**What you are asked to do:**
Keep every line of the data below that has the string "INLET" and present those lines.

*-*-*

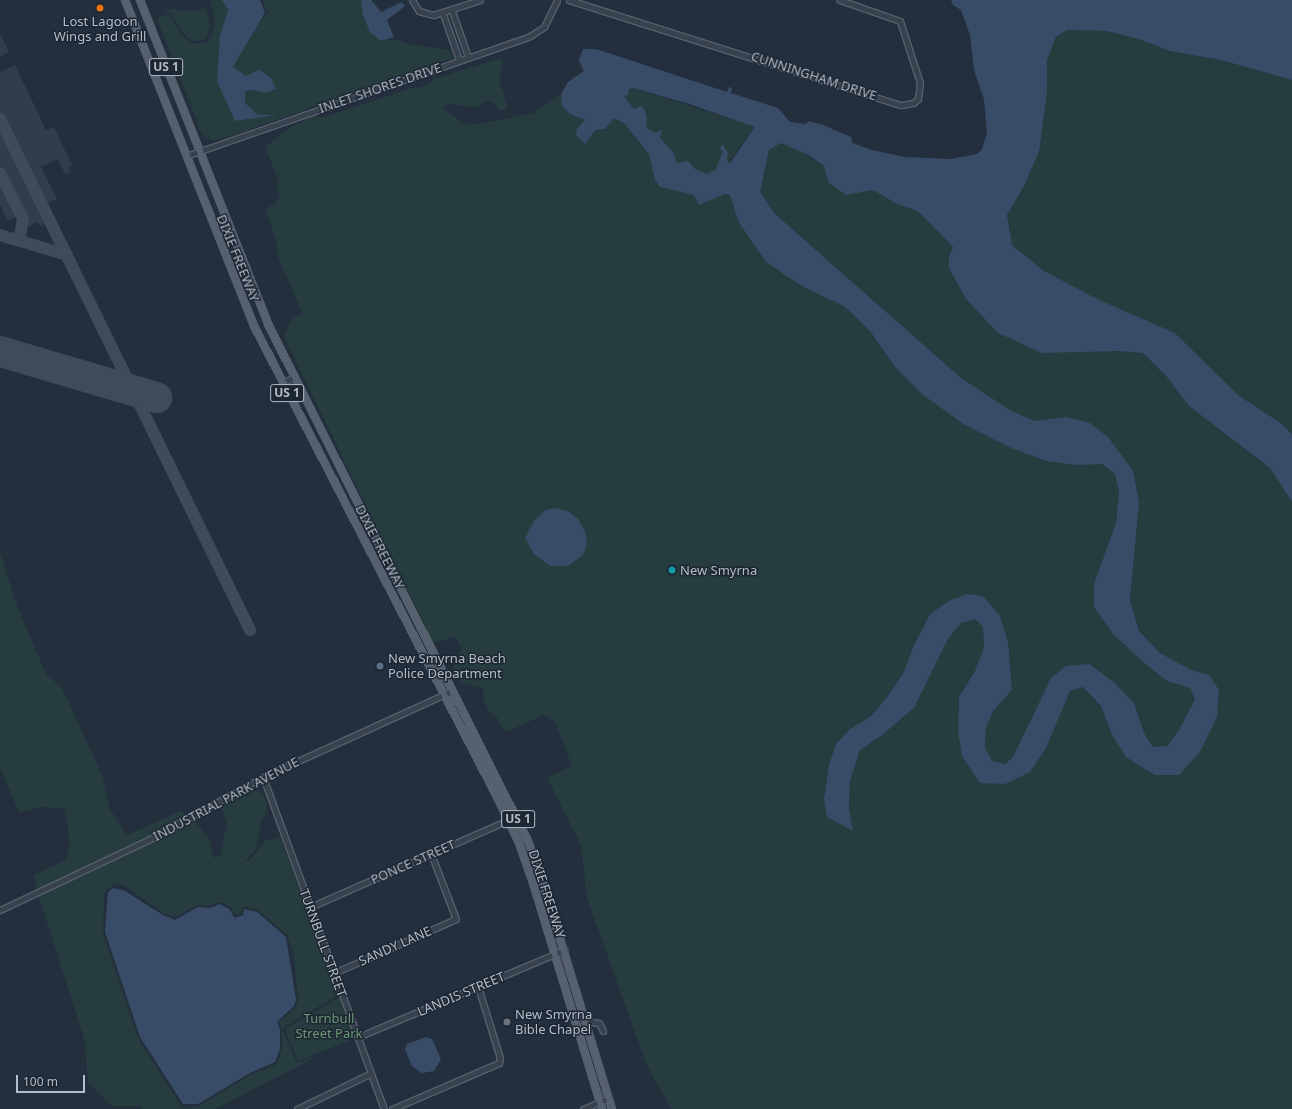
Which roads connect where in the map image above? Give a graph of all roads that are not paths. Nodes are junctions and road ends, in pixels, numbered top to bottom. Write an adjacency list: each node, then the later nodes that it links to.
1 (125, 0): 13 (main road, DIXIE FREEWAY / US 1)
2 (140, 0): 12 (main road, DIXIE FREEWAY / US 1)
3 (412, 0): 9 (street)
4 (480, 0): 8 (street)
5 (557, 0): 10 (street, INLET SHORES DRIVE)
6 (569, 0): 7 (street, CUNNINGHAM DRIVE)
7 (840, 0)
8 (452, 11): 9 (street); 10 (street)
9 (443, 14): 11 (street)
10 (468, 57): 11 (street, INLET SHORES DRIVE)
11 (459, 60): 12 (street, INLET SHORES DRIVE)
12 (198, 151): 13 (street, INLET SHORES DRIVE); 14 (main road, DIXIE FREEWAY / US 1)
13 (186, 156): 15 (main road, DIXIE FREEWAY / US 1)
14 (294, 378): 15 (street); 16 (main road, DIXIE FREEWAY / US 1)
15 (282, 383): 17 (main road, DIXIE FREEWAY / US 1)
16 (452, 691): 17 (street, INDUSTRIAL PARK AVENUE); 19 (main road, DIXIE FREEWAY / US 1)
17 (444, 695): 18 (street, INDUSTRIAL PARK AVENUE); 20 (main road, DIXIE FREEWAY / US 1)
18 (262, 777): 22 (street, TURNBULL STREET); 23 (street, INDUSTRIAL PARK AVENUE)
19 (517, 816): 20 (street, PONCE STREET); 24 (main road, DIXIE FREEWAY / US 1)
20 (508, 820): 21 (street, PONCE STREET); 25 (main road, DIXIE FREEWAY / US 1)
21 (432, 854): 22 (street, PONCE STREET); 26 (street, SANDY LANE)
22 (310, 907): 26 (street, TURNBULL STREET)
23 (0, 910)
24 (564, 950): 25 (street, LANDIS STREET); 28 (main road, DIXIE FREEWAY / US 1)
25 (555, 954): 27 (street, LANDIS STREET); 33 (main road, DIXIE FREEWAY / US 1)
26 (334, 973): 30 (street, TURNBULL STREET)
27 (478, 987): 30 (street, LANDIS STREET); 36 (street)
28 (586, 1021): 29 (street); 32 (main road, DIXIE FREEWAY / US 1)
29 (603, 1032)
30 (358, 1037): 31 (street, TURNBULL STREET)
31 (371, 1073): 34 (street); 35 (street, TURNBULL STREET)
32 (609, 1098): 33 (street); 39 (main road, DIXIE FREEWAY / US 1)
33 (600, 1102): 37 (street); 38 (main road, DIXIE FREEWAY / US 1)
34 (296, 1109)
35 (384, 1109)
36 (392, 1109)
37 (583, 1109)
38 (602, 1109)
39 (612, 1109)

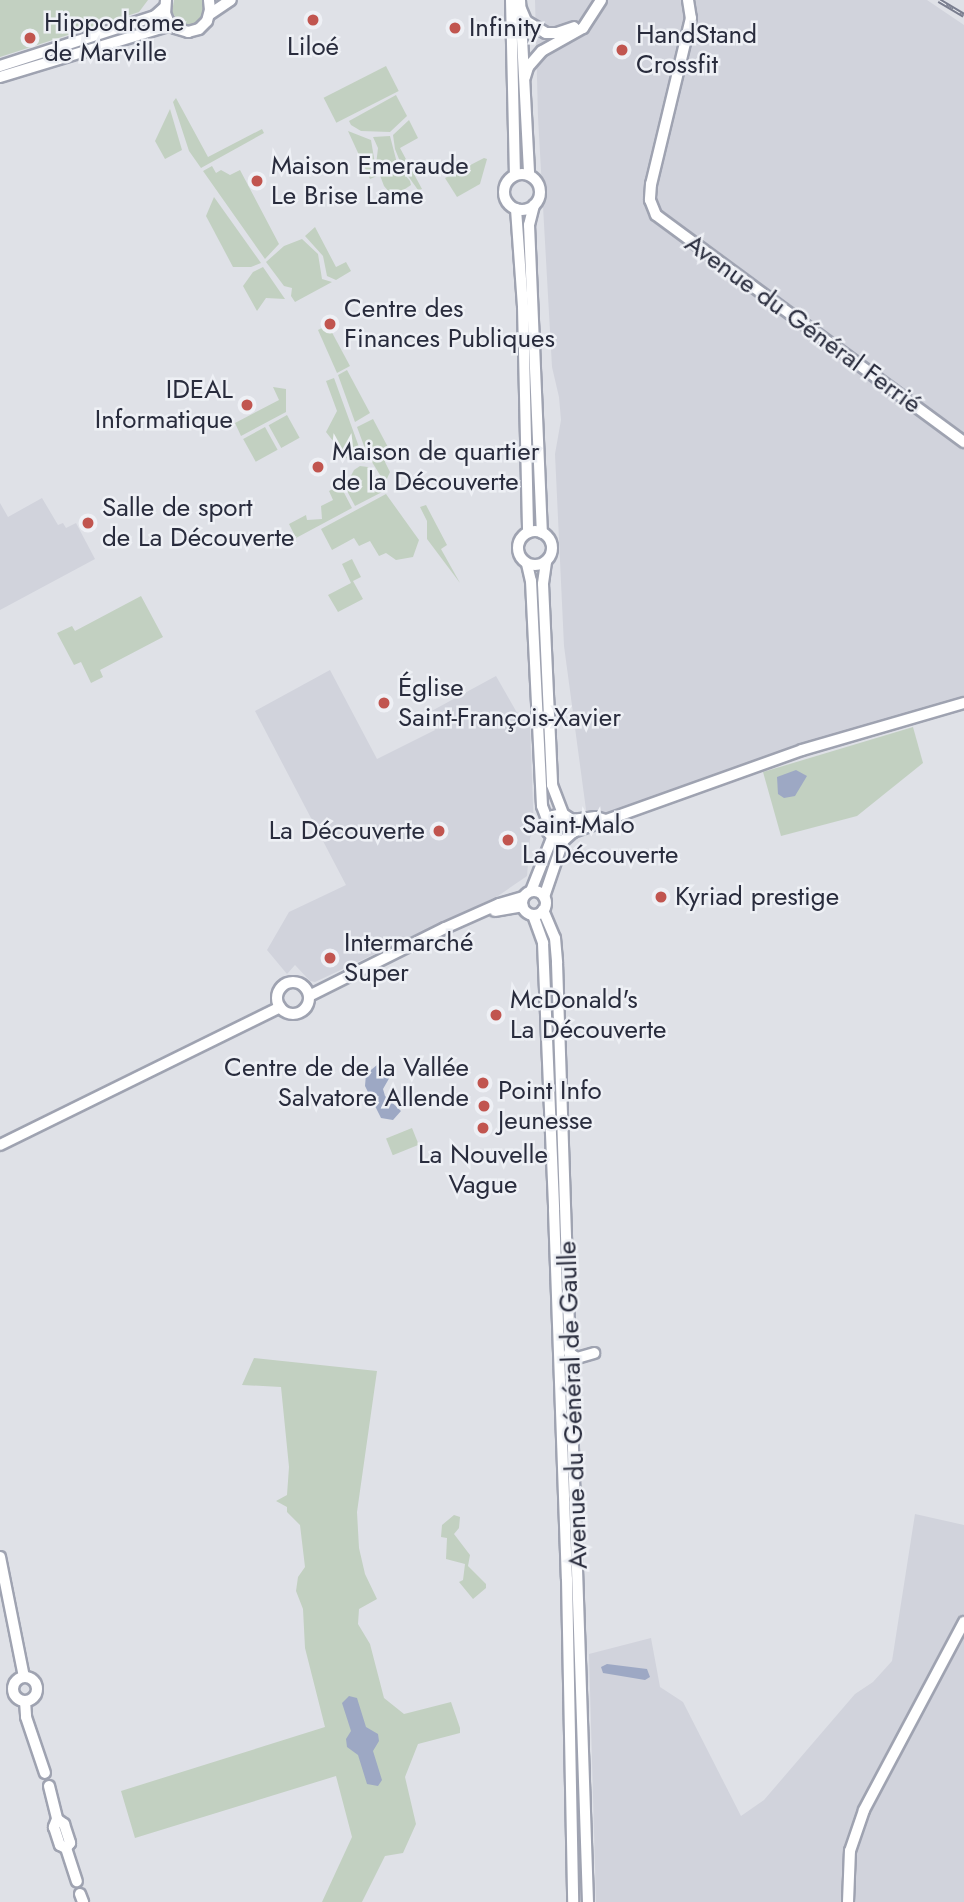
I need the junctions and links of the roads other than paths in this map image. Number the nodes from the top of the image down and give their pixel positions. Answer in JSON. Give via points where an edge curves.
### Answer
{"nodes":[{"id":1,"x":209,"y":0,"type":"edge"},
{"id":2,"x":231,"y":0,"type":"edge"},
{"id":3,"x":503,"y":0,"type":"edge"},
{"id":4,"x":594,"y":0,"type":"edge"},
{"id":5,"x":601,"y":0,"type":"edge"},
{"id":6,"x":688,"y":0,"type":"edge"},
{"id":7,"x":517,"y":2,"type":"edge"},
{"id":8,"x":165,"y":4,"type":"edge"},
{"id":9,"x":210,"y":14,"type":"junction"},
{"id":10,"x":171,"y":25,"type":"junction"},
{"id":11,"x":0,"y":66,"type":"edge"},
{"id":12,"x":0,"y":77,"type":"edge"},
{"id":13,"x":513,"y":83,"type":"junction"},
{"id":14,"x":523,"y":93,"type":"junction"},
{"id":15,"x":515,"y":174,"type":"junction"},
{"id":16,"x":528,"y":174,"type":"junction"},
{"id":17,"x":534,"y":205,"type":"junction"},
{"id":18,"x":516,"y":209,"type":"junction"},
{"id":19,"x":964,"y":442,"type":"edge"},
{"id":20,"x":528,"y":533,"type":"junction"},
{"id":21,"x":542,"y":533,"type":"junction"},
{"id":22,"x":546,"y":562,"type":"junction"},
{"id":23,"x":527,"y":564,"type":"junction"},
{"id":24,"x":964,"y":703,"type":"edge"},
{"id":25,"x":548,"y":822,"type":"junction"},
{"id":26,"x":569,"y":822,"type":"junction"},
{"id":27,"x":558,"y":839,"type":"junction"},
{"id":28,"x":544,"y":897,"type":"junction"},
{"id":29,"x":526,"y":898,"type":"junction"},
{"id":30,"x":538,"y":912,"type":"junction"},
{"id":31,"x":309,"y":996,"type":"junction"},
{"id":32,"x":280,"y":1007,"type":"junction"},
{"id":33,"x":0,"y":1145,"type":"edge"},
{"id":34,"x":558,"y":1336,"type":"junction"},
{"id":35,"x":571,"y":1350,"type":"junction"},
{"id":36,"x":0,"y":1557,"type":"edge"},
{"id":37,"x":964,"y":1622,"type":"edge"},
{"id":38,"x":24,"y":1677,"type":"junction"},
{"id":39,"x":25,"y":1701,"type":"junction"},
{"id":40,"x":45,"y":1773,"type":"dead end"},
{"id":41,"x":49,"y":1786,"type":"dead end"},
{"id":42,"x":77,"y":1881,"type":"dead end"},
{"id":43,"x":573,"y":1902,"type":"edge"},
{"id":44,"x":588,"y":1902,"type":"edge"},
{"id":45,"x":848,"y":1902,"type":"edge"}],
"edges":[{"from":1,"to":9,"type":"main road"},
{"from":2,"to":9,"type":"main road"},
{"from":3,"to":13,"type":"main road"},
{"from":4,"to":7,"type":"main road","via":[[577,24],[557,33],[526,21]]},
{"from":5,"to":14,"type":"main road","via":[[583,28],[533,60]]},
{"from":6,"to":19,"type":"main road","name":"Avenue du Général Ferrié","via":[[691,18],[650,200],[662,220]]},
{"from":7,"to":13,"type":"main road"},
{"from":7,"to":14,"type":"main road"},
{"from":8,"to":10,"type":"main road"},
{"from":8,"to":11,"type":"main road","via":[[155,16]]},
{"from":9,"to":10,"type":"main road","via":[[205,24],[193,31]]},
{"from":10,"to":12,"type":"main road"},
{"from":13,"to":15,"type":"main road"},
{"from":14,"to":16,"type":"main road"},
{"from":15,"to":16,"type":"main road"},
{"from":15,"to":18,"type":"main road","via":[[506,182],[503,194]]},
{"from":16,"to":17,"type":"main road","via":[[540,191]]},
{"from":17,"to":18,"type":"main road"},
{"from":17,"to":21,"type":"main road","via":[[528,225]]},
{"from":18,"to":20,"type":"main road"},
{"from":20,"to":21,"type":"main road"},
{"from":20,"to":23,"type":"main road","via":[[517,548]]},
{"from":21,"to":22,"type":"main road","via":[[552,544]]},
{"from":22,"to":23,"type":"main road"},
{"from":22,"to":26,"type":"main road","via":[[543,584],[552,785]]},
{"from":23,"to":25,"type":"main road","via":[[539,788]]},
{"from":24,"to":26,"type":"main road","via":[[802,750],[606,820]]},
{"from":25,"to":26,"type":"main road","via":[[553,816]]},
{"from":25,"to":27,"type":"main road","via":[[548,832]]},
{"from":26,"to":27,"type":"main road"},
{"from":27,"to":28,"type":"main road"},
{"from":27,"to":29,"type":"main road"},
{"from":28,"to":29,"type":"main road"},
{"from":28,"to":30,"type":"main road"},
{"from":29,"to":30,"type":"main road"},
{"from":29,"to":31,"type":"main road","via":[[450,927],[447,935]]},
{"from":30,"to":34,"type":"main road","name":"Avenue du Général de Gaulle","via":[[543,943]]},
{"from":30,"to":35,"type":"main road","name":"Avenue du Général de Gaulle","via":[[555,938],[557,963]]},
{"from":31,"to":32,"type":"main road","via":[[300,1012],[291,1014]]},
{"from":31,"to":32,"type":"main road","via":[[299,983],[284,984],[278,992]]},
{"from":32,"to":33,"type":"main road"},
{"from":34,"to":35,"type":"main road"},
{"from":34,"to":43,"type":"main road","name":"Avenue du Général de Gaulle"},
{"from":35,"to":44,"type":"main road","name":"Avenue du Général de Gaulle"},
{"from":36,"to":38,"type":"main road"},
{"from":37,"to":45,"type":"main road","via":[[864,1810],[850,1851]]},
{"from":38,"to":39,"type":"main road","via":[[13,1690]]},
{"from":38,"to":39,"type":"main road","via":[[35,1681],[38,1689],[36,1696]]},
{"from":39,"to":40,"type":"main road"},
{"from":41,"to":42,"type":"main road","via":[[57,1819],[64,1824],[70,1843],[66,1848]]}]}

*-*-*

**Your solution:**
5 (557, 0): 10 (street, INLET SHORES DRIVE)
10 (468, 57): 11 (street, INLET SHORES DRIVE)
11 (459, 60): 12 (street, INLET SHORES DRIVE)
12 (198, 151): 13 (street, INLET SHORES DRIVE); 14 (main road, DIXIE FREEWAY / US 1)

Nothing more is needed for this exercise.